T:たとえば、どうすれば割れないシャボン玉ができるのかな?っていうのを調べていた子もいたよ
C:え!それおもしろそう
T:でしょ。まあ、とりあえず、自分で見つけた不思議に対して、「真実はこれです」っていうのを出せたらOK。軽い気持ちでやってみようよ
C:ちょっとやってみようかな
このやり取りをする目的は、「自由研究も普段の理科の授業と同じで、不思議を真実に変えるものだよ」っていうのを確認することになります。
自由研究でよくあるのは、「図鑑で調べてわかったことをまとめただけのもの」です。これ図鑑で調べること自体は悪くないのですが…なぜ図鑑で調べるのかがぬけているんです。どういうことかというと
◯ 不思議を解決するために、図鑑で調べてまとめ、真実をはっきりさせる
✕ 図鑑でまとめる(不思議とか真実とかは意識してない)
ってことです。これを防ぐために、まず大前提を抑えないとだめってことになります。
「②研究の流れを確認する」について
つぎにこんなやり取りをします。
T:そしたら、不思議を自分の手で真実に変えるためにはどういう流れを意識するといいかってわかる?
C:うーん
T:まずは1番目、「不思議を見つける」です
C:あ〜
T:2番目
C:予想をする
T:正解。3番目
C:実験方法を確認する
T:正解。4番目
C:実験する
T:そうだね。まあ、「観察する」とか「本で調べる」もそうだね
T:つぎは?
C:結果をまとめる
T:そうだね。次は?
C:考察する
T:そうだね。ここで真実がはっきりするわけだね
C:はい
T:つぎは?
C:ふりかえりをする
T:そうだね。新しい疑問とか、新発見したこととかをまとめればいいね
C:はい
T:すごい。よくわかったね。
C:だって、普段の理科の流れとおなじだから
T:そうそう。自由研究だけど、普段の理科の授業の流れと変わらないよ
このやり取りをする目的は、「自由研究も普段の理科の授業と同じようなステップで真実を発見すればいい」っていうのを確認することになります。
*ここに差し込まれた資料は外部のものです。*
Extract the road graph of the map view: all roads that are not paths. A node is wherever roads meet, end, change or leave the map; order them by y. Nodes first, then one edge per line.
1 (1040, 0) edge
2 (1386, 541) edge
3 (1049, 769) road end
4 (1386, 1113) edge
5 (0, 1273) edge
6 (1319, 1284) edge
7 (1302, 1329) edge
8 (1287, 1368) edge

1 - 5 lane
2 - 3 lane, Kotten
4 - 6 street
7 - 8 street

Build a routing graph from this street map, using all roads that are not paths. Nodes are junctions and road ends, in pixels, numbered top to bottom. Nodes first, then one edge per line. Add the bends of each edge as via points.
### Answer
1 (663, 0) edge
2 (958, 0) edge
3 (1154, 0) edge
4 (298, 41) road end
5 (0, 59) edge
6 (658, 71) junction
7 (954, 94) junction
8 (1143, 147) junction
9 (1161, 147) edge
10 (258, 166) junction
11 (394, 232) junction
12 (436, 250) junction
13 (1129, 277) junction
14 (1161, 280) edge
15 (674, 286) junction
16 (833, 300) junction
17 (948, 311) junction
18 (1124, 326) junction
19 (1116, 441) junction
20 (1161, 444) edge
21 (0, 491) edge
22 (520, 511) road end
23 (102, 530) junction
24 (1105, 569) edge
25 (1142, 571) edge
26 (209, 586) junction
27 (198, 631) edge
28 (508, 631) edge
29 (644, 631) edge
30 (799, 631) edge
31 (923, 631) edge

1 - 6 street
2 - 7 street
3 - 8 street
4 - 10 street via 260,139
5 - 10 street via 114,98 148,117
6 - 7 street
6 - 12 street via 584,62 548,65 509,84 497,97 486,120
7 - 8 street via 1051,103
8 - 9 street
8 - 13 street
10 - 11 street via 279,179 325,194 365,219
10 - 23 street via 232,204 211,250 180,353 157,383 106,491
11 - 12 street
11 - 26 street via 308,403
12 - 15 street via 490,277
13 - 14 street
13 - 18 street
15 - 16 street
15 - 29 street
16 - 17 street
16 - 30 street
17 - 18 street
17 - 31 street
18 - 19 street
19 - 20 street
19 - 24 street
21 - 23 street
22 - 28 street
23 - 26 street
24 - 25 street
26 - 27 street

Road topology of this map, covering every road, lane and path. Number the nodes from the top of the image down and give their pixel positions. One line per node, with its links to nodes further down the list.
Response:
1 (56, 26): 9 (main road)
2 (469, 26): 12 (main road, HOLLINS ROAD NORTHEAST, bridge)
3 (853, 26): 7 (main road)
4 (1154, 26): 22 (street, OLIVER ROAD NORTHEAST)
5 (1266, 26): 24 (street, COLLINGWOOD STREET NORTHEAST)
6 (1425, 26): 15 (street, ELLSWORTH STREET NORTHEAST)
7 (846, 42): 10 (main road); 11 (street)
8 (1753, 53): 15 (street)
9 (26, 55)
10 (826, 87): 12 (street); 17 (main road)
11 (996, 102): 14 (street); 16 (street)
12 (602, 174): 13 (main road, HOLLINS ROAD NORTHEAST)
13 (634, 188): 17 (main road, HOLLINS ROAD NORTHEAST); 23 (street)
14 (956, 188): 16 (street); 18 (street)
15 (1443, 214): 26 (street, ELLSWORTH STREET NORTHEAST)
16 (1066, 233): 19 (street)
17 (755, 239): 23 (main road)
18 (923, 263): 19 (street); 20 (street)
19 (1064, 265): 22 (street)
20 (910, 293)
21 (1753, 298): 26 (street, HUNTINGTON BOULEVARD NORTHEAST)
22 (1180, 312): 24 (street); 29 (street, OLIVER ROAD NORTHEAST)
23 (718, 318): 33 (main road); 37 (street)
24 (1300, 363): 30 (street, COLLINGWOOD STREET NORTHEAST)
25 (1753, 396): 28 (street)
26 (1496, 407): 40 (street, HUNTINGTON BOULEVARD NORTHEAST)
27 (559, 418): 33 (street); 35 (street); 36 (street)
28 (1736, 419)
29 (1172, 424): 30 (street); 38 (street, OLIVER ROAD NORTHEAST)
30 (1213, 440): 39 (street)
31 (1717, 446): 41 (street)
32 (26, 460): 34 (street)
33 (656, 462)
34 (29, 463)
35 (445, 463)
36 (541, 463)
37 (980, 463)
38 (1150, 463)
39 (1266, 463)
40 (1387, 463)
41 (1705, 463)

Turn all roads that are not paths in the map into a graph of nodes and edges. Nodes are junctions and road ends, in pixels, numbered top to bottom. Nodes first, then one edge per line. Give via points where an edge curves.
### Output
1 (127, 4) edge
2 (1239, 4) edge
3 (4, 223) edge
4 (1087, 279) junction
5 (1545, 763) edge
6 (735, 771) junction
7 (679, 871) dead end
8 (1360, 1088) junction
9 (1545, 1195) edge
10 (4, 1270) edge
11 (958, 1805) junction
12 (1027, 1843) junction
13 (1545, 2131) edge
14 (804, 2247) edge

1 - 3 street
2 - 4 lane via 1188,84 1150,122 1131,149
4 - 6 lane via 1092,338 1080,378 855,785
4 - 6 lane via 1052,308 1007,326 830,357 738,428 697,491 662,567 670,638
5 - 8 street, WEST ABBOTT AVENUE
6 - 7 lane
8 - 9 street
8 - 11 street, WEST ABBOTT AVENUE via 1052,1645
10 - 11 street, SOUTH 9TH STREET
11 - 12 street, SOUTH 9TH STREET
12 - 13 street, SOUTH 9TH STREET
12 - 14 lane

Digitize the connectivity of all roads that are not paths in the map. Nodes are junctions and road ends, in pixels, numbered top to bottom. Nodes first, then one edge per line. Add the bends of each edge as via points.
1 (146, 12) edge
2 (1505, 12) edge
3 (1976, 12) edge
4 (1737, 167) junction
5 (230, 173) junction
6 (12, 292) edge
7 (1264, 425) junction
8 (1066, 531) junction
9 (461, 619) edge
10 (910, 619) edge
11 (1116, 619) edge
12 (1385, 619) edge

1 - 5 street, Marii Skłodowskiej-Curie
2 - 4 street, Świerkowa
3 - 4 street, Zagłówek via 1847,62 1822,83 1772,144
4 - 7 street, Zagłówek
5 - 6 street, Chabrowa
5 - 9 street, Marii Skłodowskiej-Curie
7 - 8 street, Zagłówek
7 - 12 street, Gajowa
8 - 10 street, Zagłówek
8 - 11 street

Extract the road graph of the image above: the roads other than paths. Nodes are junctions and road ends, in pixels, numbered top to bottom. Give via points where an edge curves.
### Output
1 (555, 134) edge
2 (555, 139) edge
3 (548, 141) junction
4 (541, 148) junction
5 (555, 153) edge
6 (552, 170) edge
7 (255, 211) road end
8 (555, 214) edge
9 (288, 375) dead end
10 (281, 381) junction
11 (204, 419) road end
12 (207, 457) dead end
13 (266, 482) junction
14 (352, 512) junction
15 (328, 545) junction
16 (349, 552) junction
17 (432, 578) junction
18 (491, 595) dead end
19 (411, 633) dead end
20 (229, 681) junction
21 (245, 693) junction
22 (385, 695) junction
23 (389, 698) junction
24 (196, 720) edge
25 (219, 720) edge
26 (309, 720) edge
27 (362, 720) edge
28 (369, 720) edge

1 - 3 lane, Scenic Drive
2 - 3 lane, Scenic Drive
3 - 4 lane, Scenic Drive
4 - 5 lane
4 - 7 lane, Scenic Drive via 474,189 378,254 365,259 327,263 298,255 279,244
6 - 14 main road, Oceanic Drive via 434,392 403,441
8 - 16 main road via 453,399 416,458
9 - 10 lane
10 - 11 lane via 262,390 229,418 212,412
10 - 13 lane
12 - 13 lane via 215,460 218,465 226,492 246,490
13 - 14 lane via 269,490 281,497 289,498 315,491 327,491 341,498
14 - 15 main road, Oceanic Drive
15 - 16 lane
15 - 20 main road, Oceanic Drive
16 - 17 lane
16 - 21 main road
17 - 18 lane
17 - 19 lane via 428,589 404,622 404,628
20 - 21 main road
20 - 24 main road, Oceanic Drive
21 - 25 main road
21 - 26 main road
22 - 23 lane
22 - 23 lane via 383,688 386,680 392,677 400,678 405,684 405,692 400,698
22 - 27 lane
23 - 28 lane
何をすればいいのかって見通しが持てないとつらいじゃないですか。だから、「これをしたあとは、これをすればいい」っていうのを見える化してあげるといいなって思います。
「③研究の流れを具体例を踏まえて確認する」について
次にこんなやり取りをします。
T:どう?できそう
C:さっきよりは
C:ぼくは無理かも
T:そっか〜。じゃあ、ちょっとこの流れを意識してみんなでやってみよう。そしたら、やり方がもっと分かるかも
C:はい
T:そしたら、今回はこんなものをもってきました
このやり取りをする目的は、「研究の流れを踏まえて、具体的に研究の仕方を確認する」ということになります。
自分は、何かを理解するときって、「具体と抽象」を往還することが必要だと思っています。「具体と抽象」っていうのは、例えば・・・
抽象:頭、胸、腹があって、胸から足が6本出ている
具体:あり、チョウ、ばった
のことを指します。具体と抽象を往還することで、「くもはちがう」など、より抽象の方の意味を理解できるようになると言った感じです。自由研究の指導もそうで、「研究の流れ」と「実際の研究」を往還することでより深く理解できると思っています。
ほんで、この時の題材なんですが、自分は、本校で使っている理科のテストのEXテストを参考にしてやっています。これをする理由は・・・
①時短になる・・・EXテストってこれは指導しておかんとだめっていうのはあると思っています。そのため、EXを題材にするとそれの指導と自由研究の指導が一気にできます。これめちゃくちゃおすすめです
②題材選びが困らなくなる・・・EXテストってそれぞれの学年で学んだ分野から出るので、実態にあっています。また、わざわざ自由研究の指導のためにネタを集める必要がないので楽です。
といった2点がにあげられます。
「④見本を見せる」について
最後にこんなやりとりをします
T:どうけ?
C:なんか、できそうです
T:そっか!ならよかった。
T:ちなみに去年の3年生はこんなのしてたよ
C:へ〜
(見る時間をとる)
T:ちなみに、去年の3年生は、「自由研究をするときに参考にしたかったらしてもいいですよ」っていってたよ
C:え〜ちょっとやってみようかな
T:そうそう。まずは、やってみればいいよ。もちろん、先生も学校に来てもらえば、相談にはのるし、お家の方に相談してもいいと思うよ。まずは、やってみる。やってみないと絶対にできるようにならないから。
C:はい
このやり取りをする目的は、「自由研究の完成品のイメージをもたせること」「助けてもらえる環境があることを知ってもらうこと」になります。
「自由研究って難しそう」って思いはだれにでもあると思います。でも、そういった思いを緩和させ、「ちょっとやってみようかな」っていう思いにさせるには、「安心感をあたえること」が大事だと思います。
終わりに
いかがだったでしょうか?自分はこの4つを意識して教えています。まずはやってみる。これが何事においても大事だと思います。
自由研究のレベルをつい求めてしまうけど、そうじゃなくって「やってきた時点で100点」「不思議を真実に変えられたから良い研究だね」っていうように基準をグッと下げてあげることが大事だと私は思います。
少しでも参考になれば幸いです。